Segment Start: Data extract
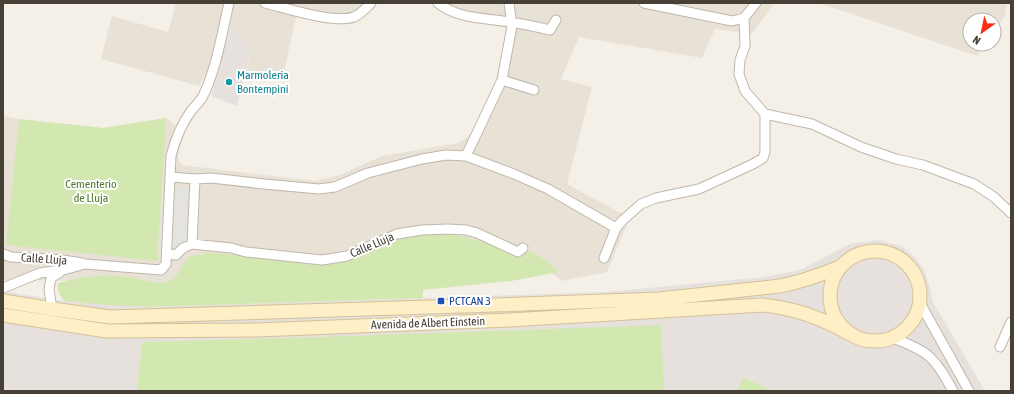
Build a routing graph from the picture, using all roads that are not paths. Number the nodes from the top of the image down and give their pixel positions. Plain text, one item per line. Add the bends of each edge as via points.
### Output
1 (229, 3) edge
2 (265, 3) edge
3 (371, 3) edge
4 (438, 3) edge
5 (510, 3) edge
6 (644, 3) edge
7 (756, 3) edge
8 (744, 18) junction
9 (556, 20) dead end
10 (512, 22) junction
11 (502, 80) junction
12 (534, 90) dead end
13 (765, 114) junction
14 (466, 156) junction
15 (171, 177) junction
16 (194, 180) junction
17 (1011, 213) edge
18 (616, 228) junction
19 (192, 244) junction
20 (522, 248) dead end
21 (3, 254) edge
22 (167, 254) junction
23 (604, 258) dead end
24 (85, 264) junction
25 (840, 267) junction
26 (67, 269) junction
27 (3, 288) edge
28 (3, 301) edge
29 (920, 303) junction
30 (52, 309) junction
31 (3, 315) edge
32 (1011, 322) edge
33 (848, 333) junction
34 (893, 338) junction
35 (1000, 347) dead end
36 (953, 391) edge
37 (969, 391) edge

1 - 15 street, Calle Lluja via 210,79 203,96 190,112 174,142
2 - 3 street via 307,14 337,18 354,17
4 - 10 street via 458,13
5 - 10 street
6 - 8 street via 732,21
7 - 8 street
8 - 13 street via 745,46 739,74 745,91
9 - 10 street via 550,30
10 - 11 street
11 - 12 street
11 - 14 street
13 - 17 street via 812,124 861,147 923,165 974,184 994,197
13 - 18 street via 765,152 760,161 699,189 648,201 635,209
14 - 16 street via 446,155 422,159 368,174 335,187 319,189 211,178
14 - 18 street via 548,189
15 - 16 street
15 - 22 street, Calle Lluja
16 - 19 street
18 - 23 street
19 - 20 street, Calle Lluja via 322,260 347,256 397,234 448,229 466,230 518,252
19 - 22 street via 176,255
21 - 24 street, Calle Lluja via 11,257
22 - 24 street, Calle Lluja via 166,264 161,270
24 - 26 street, Calle Lluja
25 - 29 main road via 860,254 877,251 888,253 907,265 914,274 919,287
25 - 30 main road, Avenida de Albert Einstein via 780,286 658,298 175,316 110,317
25 - 33 main road via 830,289 830,302 833,314
26 - 27 street, Calle Lluja via 40,273
26 - 30 street, Calle Lluja via 51,278 49,289
28 - 30 main road, Avenida de Albert Einstein
29 - 34 main road via 912,322
29 - 37 street
31 - 33 main road, Avenida de Albert Einstein via 107,331 258,330 510,320 762,305 806,313 828,321
32 - 35 street
33 - 34 main road via 869,341
34 - 36 street via 911,344 930,356 939,366

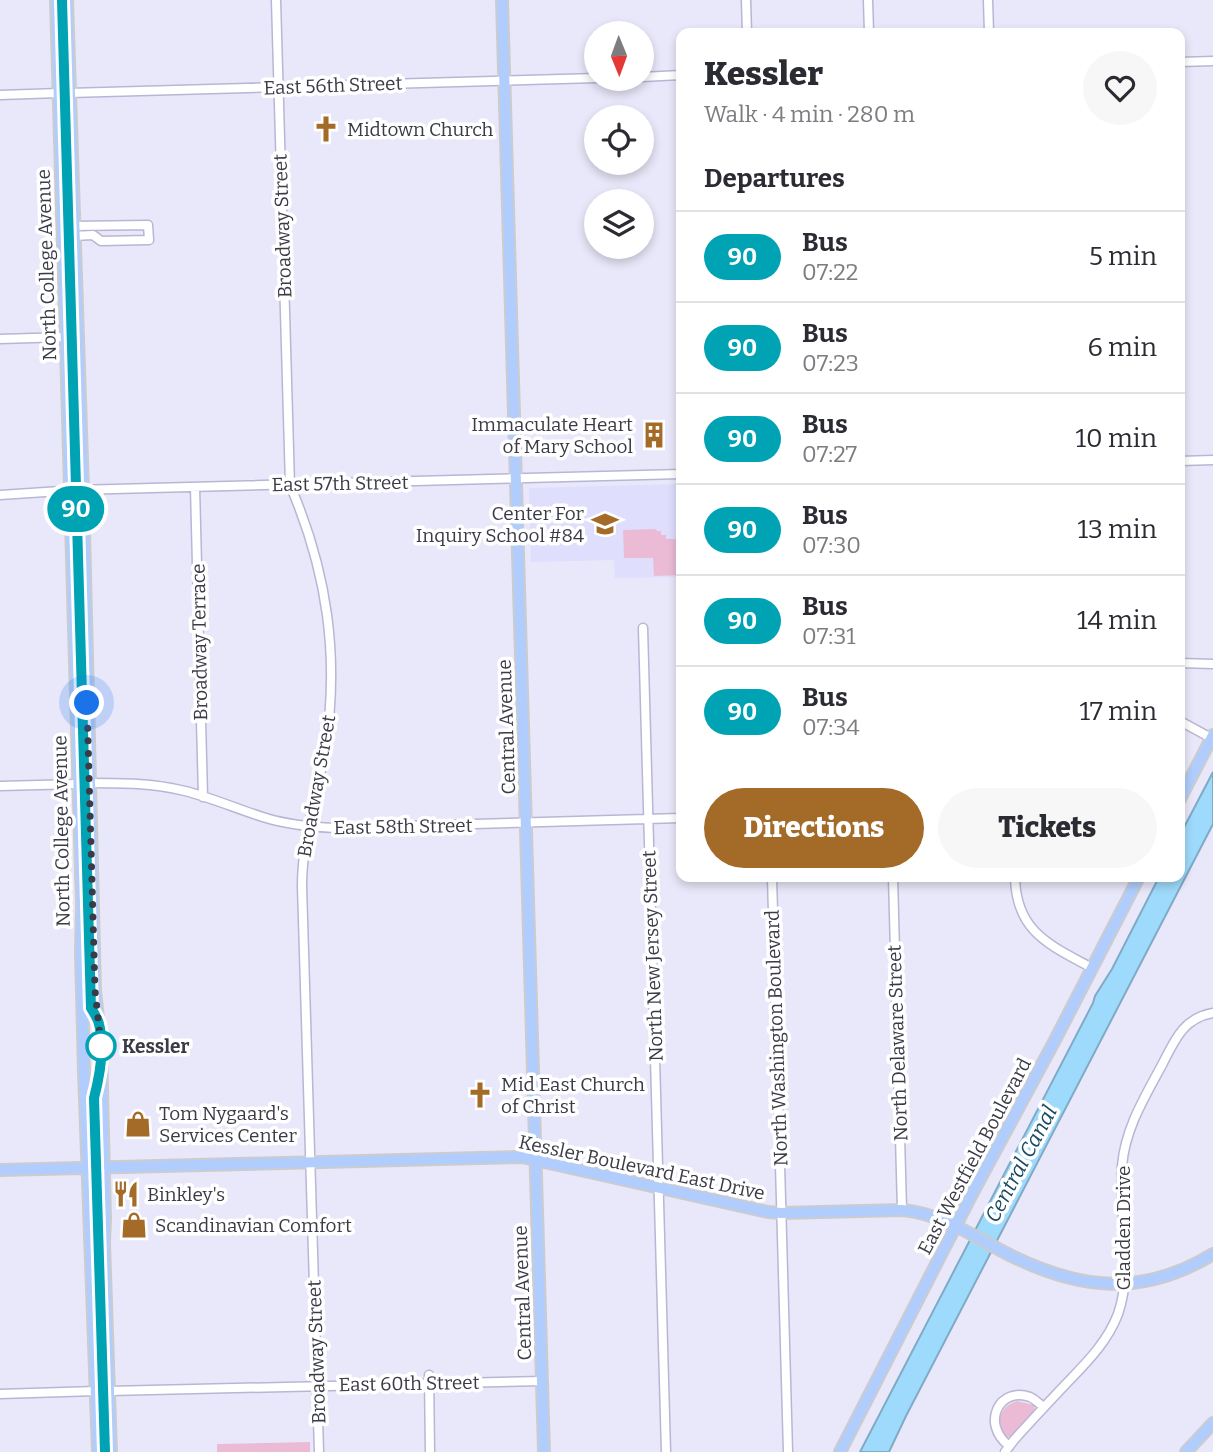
Segment End: Data extract
Nothing but an exact repeat of the records, pictures excluded, belongs in the answer.

# [Final answer]
Build a routing graph from the picture, using all roads that are not paths. Number the nodes from the top of the image down and give their pixel positions. Plain text, one item per line. Add the bends of each edge as via points.
### Output
1 (229, 3) edge
2 (265, 3) edge
3 (371, 3) edge
4 (438, 3) edge
5 (510, 3) edge
6 (644, 3) edge
7 (756, 3) edge
8 (744, 18) junction
9 (556, 20) dead end
10 (512, 22) junction
11 (502, 80) junction
12 (534, 90) dead end
13 (765, 114) junction
14 (466, 156) junction
15 (171, 177) junction
16 (194, 180) junction
17 (1011, 213) edge
18 (616, 228) junction
19 (192, 244) junction
20 (522, 248) dead end
21 (3, 254) edge
22 (167, 254) junction
23 (604, 258) dead end
24 (85, 264) junction
25 (840, 267) junction
26 (67, 269) junction
27 (3, 288) edge
28 (3, 301) edge
29 (920, 303) junction
30 (52, 309) junction
31 (3, 315) edge
32 (1011, 322) edge
33 (848, 333) junction
34 (893, 338) junction
35 (1000, 347) dead end
36 (953, 391) edge
37 (969, 391) edge

1 - 15 street, Calle Lluja via 210,79 203,96 190,112 174,142
2 - 3 street via 307,14 337,18 354,17
4 - 10 street via 458,13
5 - 10 street
6 - 8 street via 732,21
7 - 8 street
8 - 13 street via 745,46 739,74 745,91
9 - 10 street via 550,30
10 - 11 street
11 - 12 street
11 - 14 street
13 - 17 street via 812,124 861,147 923,165 974,184 994,197
13 - 18 street via 765,152 760,161 699,189 648,201 635,209
14 - 16 street via 446,155 422,159 368,174 335,187 319,189 211,178
14 - 18 street via 548,189
15 - 16 street
15 - 22 street, Calle Lluja
16 - 19 street
18 - 23 street
19 - 20 street, Calle Lluja via 322,260 347,256 397,234 448,229 466,230 518,252
19 - 22 street via 176,255
21 - 24 street, Calle Lluja via 11,257
22 - 24 street, Calle Lluja via 166,264 161,270
24 - 26 street, Calle Lluja
25 - 29 main road via 860,254 877,251 888,253 907,265 914,274 919,287
25 - 30 main road, Avenida de Albert Einstein via 780,286 658,298 175,316 110,317
25 - 33 main road via 830,289 830,302 833,314
26 - 27 street, Calle Lluja via 40,273
26 - 30 street, Calle Lluja via 51,278 49,289
28 - 30 main road, Avenida de Albert Einstein
29 - 34 main road via 912,322
29 - 37 street
31 - 33 main road, Avenida de Albert Einstein via 107,331 258,330 510,320 762,305 806,313 828,321
32 - 35 street
33 - 34 main road via 869,341
34 - 36 street via 911,344 930,356 939,366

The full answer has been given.